_Exercise description_
In the data that follows, every line containing the word "hand" should be returned.

----- Exercise data

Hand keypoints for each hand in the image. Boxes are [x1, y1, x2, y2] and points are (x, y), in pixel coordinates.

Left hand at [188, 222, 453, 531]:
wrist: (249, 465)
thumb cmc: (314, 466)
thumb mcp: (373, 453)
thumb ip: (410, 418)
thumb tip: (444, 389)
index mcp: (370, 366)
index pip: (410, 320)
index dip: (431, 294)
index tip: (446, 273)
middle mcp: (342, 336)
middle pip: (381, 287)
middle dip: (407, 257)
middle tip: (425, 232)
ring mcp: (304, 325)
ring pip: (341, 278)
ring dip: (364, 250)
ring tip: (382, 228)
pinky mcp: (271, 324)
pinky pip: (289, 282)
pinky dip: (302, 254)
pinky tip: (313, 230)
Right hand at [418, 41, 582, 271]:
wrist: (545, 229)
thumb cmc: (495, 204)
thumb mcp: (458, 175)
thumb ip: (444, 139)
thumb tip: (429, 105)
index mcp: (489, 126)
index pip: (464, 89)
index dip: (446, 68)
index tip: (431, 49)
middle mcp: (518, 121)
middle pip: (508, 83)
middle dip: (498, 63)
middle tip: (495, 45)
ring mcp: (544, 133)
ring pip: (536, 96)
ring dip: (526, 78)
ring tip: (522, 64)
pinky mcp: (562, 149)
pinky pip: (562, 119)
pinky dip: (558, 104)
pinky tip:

----------

_Reply to the task_
Hand keypoints for each hand in the image. Boxes are [x1, y1, x2, y2] and points are (x, y), in pixel coordinates.
Left hand at [188, 222, 453, 531]:
Right hand at [418, 41, 582, 271]:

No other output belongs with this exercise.